_Brief_: Work out how many lines in these entries include the string "roads", and give only that figure.

*** Opening of Data to use ***

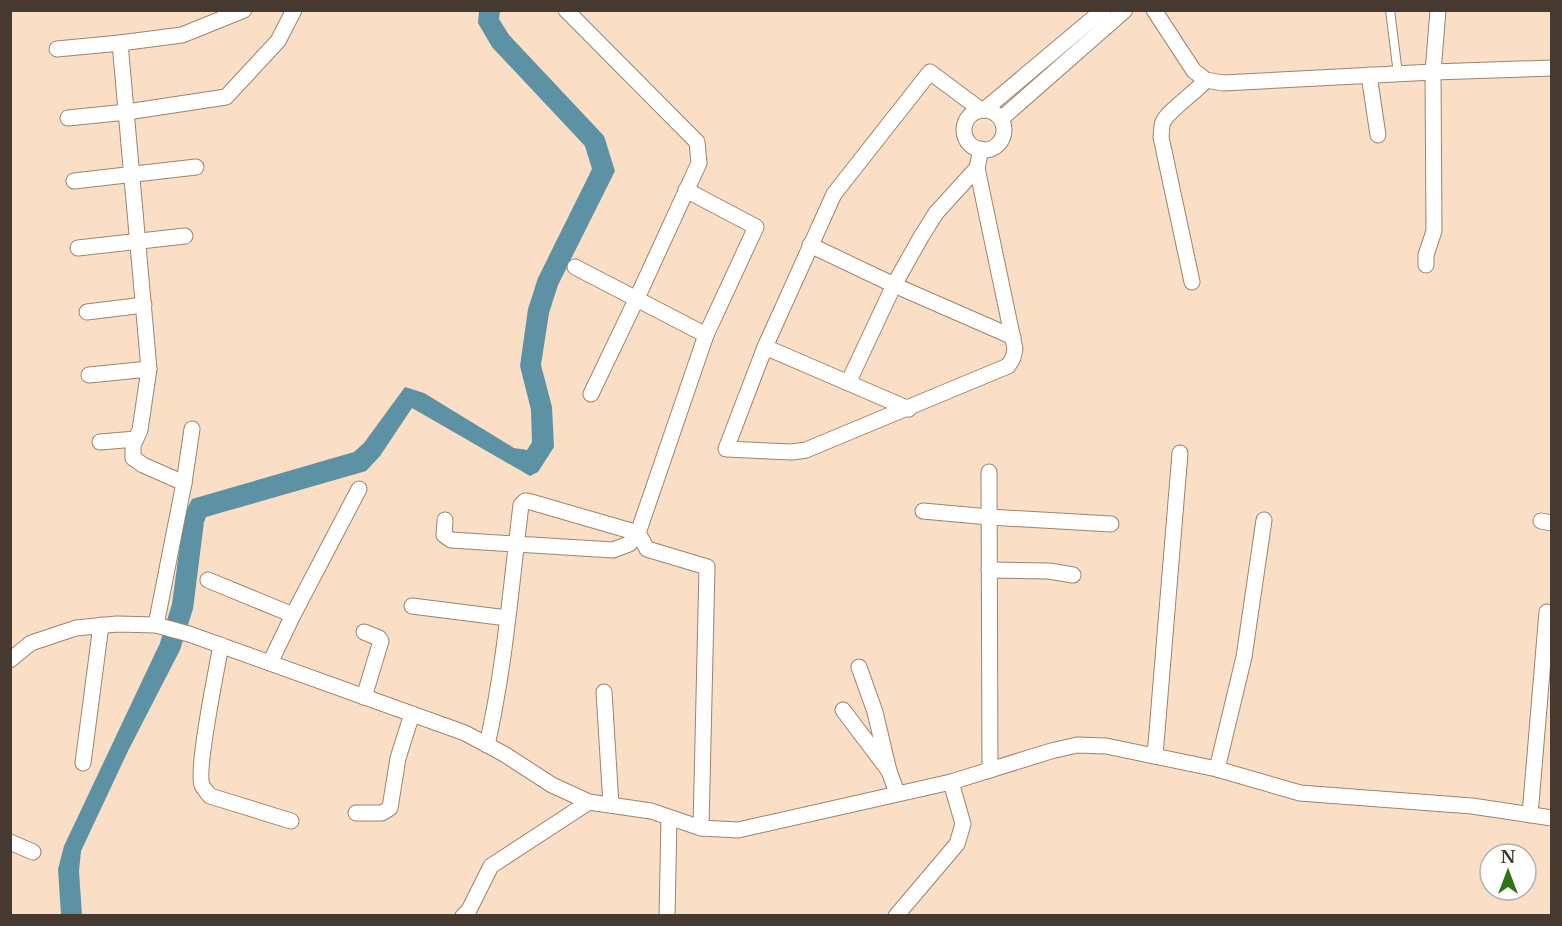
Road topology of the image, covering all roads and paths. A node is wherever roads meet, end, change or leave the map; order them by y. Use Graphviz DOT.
graph roads {
  1 [pos="244,10"];
  2 [pos="294,10"];
  3 [pos="566,10"];
  4 [pos="1103,10"];
  5 [pos="1125,10"];
  6 [pos="1154,10"];
  7 [pos="1390,10"];
  8 [pos="1438,10"];
  9 [pos="120,43"];
  10 [pos="57,49"];
  11 [pos="1551,68"];
  12 [pos="1433,72"];
  13 [pos="1398,74"];
  14 [pos="1369,75"];
  15 [pos="1206,80"];
  16 [pos="982,110"];
  17 [pos="127,112"];
  18 [pos="69,118"];
  19 [pos="1001,119"];
  20 [pos="1378,135"];
  21 [pos="981,149"];
  22 [pos="196,167"];
  23 [pos="977,168"];
  24 [pos="132,174"];
  25 [pos="74,181"];
  26 [pos="686,190"];
  27 [pos="185,236"];
  28 [pos="138,241"];
  29 [pos="810,245"];
  30 [pos="78,248"];
  31 [pos="1426,265"];
  32 [pos="575,267"];
  33 [pos="1192,282"];
  34 [pos="894,285"];
  35 [pos="638,298"];
  36 [pos="144,305"];
  37 [pos="87,312"];
  38 [pos="706,335"];
  39 [pos="1013,337"];
  40 [pos="765,346"];
  41 [pos="149,369"];
  42 [pos="89,375"];
  43 [pos="848,383"];
  44 [pos="591,394"];
  45 [pos="909,409"];
  46 [pos="192,429"];
  47 [pos="136,439"];
  48 [pos="100,442"];
  49 [pos="1180,453"];
  50 [pos="989,472"];
  51 [pos="184,483"];
  52 [pos="359,489"];
  53 [pos="923,511"];
  54 [pos="989,518"];
  55 [pos="445,520"];
  56 [pos="1264,520"];
  57 [pos="1111,525"];
  58 [pos="639,532"];
  59 [pos="516,545"];
  60 [pos="989,570"];
  61 [pos="1073,575"];
  62 [pos="208,580"];
  63 [pos="412,606"];
  64 [pos="1547,612"];
  65 [pos="293,615"];
  66 [pos="507,618"];
  67 [pos="101,625"];
  68 [pos="159,625"];
  69 [pos="364,632"];
  70 [pos="221,645"];
  71 [pos="10,660"];
  72 [pos="270,663"];
  73 [pos="859,667"];
  74 [pos="604,692"];
  75 [pos="364,697"];
  76 [pos="843,711"];
  77 [pos="412,714"];
  78 [pos="487,745"];
  79 [pos="1155,756"];
  80 [pos="82,763"];
  81 [pos="1217,769"];
  82 [pos="990,770"];
  83 [pos="889,771"];
  84 [pos="951,782"];
  85 [pos="897,793"];
  86 [pos="590,802"];
  87 [pos="611,805"];
  88 [pos="356,813"];
  89 [pos="1530,815"];
  90 [pos="669,818"];
  91 [pos="1551,818"];
  92 [pos="291,821"];
  93 [pos="701,828"];
  94 [pos="10,842"];
  95 [pos="33,852"];
  96 [pos="463,915"];
  97 [pos="667,915"];
  98 [pos="896,915"];
  1 -- 9 [label="street"];
  2 -- 17 [label="street"];
  3 -- 26 [label="street"];
  4 -- 16 [label="street"];
  5 -- 19 [label="street"];
  6 -- 15 [label="street"];
  7 -- 13 [label="lane"];
  8 -- 12 [label="street"];
  9 -- 10 [label="street"];
  9 -- 17 [label="street"];
  11 -- 12 [label="street"];
  12 -- 13 [label="street"];
  12 -- 31 [label="street"];
  13 -- 14 [label="street"];
  14 -- 15 [label="street"];
  14 -- 20 [label="street"];
  15 -- 33 [label="street"];
  16 -- 19 [label="street"];
  16 -- 21 [label="street"];
  16 -- 29 [label="street"];
  17 -- 18 [label="street"];
  17 -- 24 [label="street"];
  19 -- 21 [label="street"];
  21 -- 23 [label="street"];
  22 -- 24 [label="street"];
  23 -- 34 [label="street"];
  23 -- 39 [label="street"];
  24 -- 25 [label="street"];
  24 -- 28 [label="street"];
  26 -- 35 [label="street"];
  26 -- 38 [label="street"];
  27 -- 28 [label="street"];
  28 -- 30 [label="street"];
  28 -- 36 [label="street"];
  29 -- 34 [label="street"];
  29 -- 40 [label="street"];
  32 -- 35 [label="street"];
  34 -- 39 [label="street"];
  34 -- 43 [label="street"];
  35 -- 38 [label="street"];
  35 -- 44 [label="street"];
  36 -- 37 [label="street"];
  36 -- 41 [label="street"];
  38 -- 58 [label="street"];
  39 -- 45 [label="street"];
  40 -- 43 [label="street"];
  40 -- 45 [label="street"];
  41 -- 42 [label="street"];
  41 -- 47 [label="street"];
  43 -- 45 [label="street"];
  46 -- 51 [label="street"];
  47 -- 48 [label="street"];
  47 -- 51 [label="street"];
  49 -- 79 [label="street"];
  50 -- 54 [label="street"];
  51 -- 68 [label="street"];
  52 -- 65 [label="street"];
  53 -- 54 [label="street"];
  54 -- 57 [label="street"];
  54 -- 60 [label="street"];
  55 -- 59 [label="street"];
  56 -- 81 [label="street"];
  58 -- 59 [label="street"];
  58 -- 59 [label="street"];
  58 -- 93 [label="street"];
  59 -- 66 [label="street"];
  60 -- 61 [label="street"];
  60 -- 82 [label="street"];
  62 -- 65 [label="street"];
  63 -- 66 [label="street"];
  64 -- 89 [label="street"];
  65 -- 72 [label="street"];
  66 -- 78 [label="street"];
  67 -- 68 [label="street"];
  67 -- 71 [label="street"];
  67 -- 80 [label="street"];
  68 -- 70 [label="street"];
  69 -- 75 [label="street"];
  70 -- 72 [label="street"];
  70 -- 92 [label="street"];
  72 -- 75 [label="street"];
  73 -- 83 [label="street"];
  74 -- 87 [label="street"];
  75 -- 77 [label="street"];
  76 -- 83 [label="street"];
  77 -- 78 [label="street"];
  77 -- 88 [label="street"];
  78 -- 86 [label="street"];
  79 -- 81 [label="street"];
  79 -- 82 [label="street"];
  81 -- 89 [label="street"];
  82 -- 84 [label="street"];
  83 -- 85 [label="street"];
  84 -- 85 [label="street"];
  84 -- 98 [label="street"];
  85 -- 93 [label="street"];
  86 -- 87 [label="street"];
  86 -- 96 [label="street"];
  87 -- 90 [label="street"];
  89 -- 91 [label="street"];
  90 -- 93 [label="street"];
  90 -- 97 [label="street"];
  94 -- 95 [label="street"];
}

*** Close of Data to use ***

_Solved exercise_: 2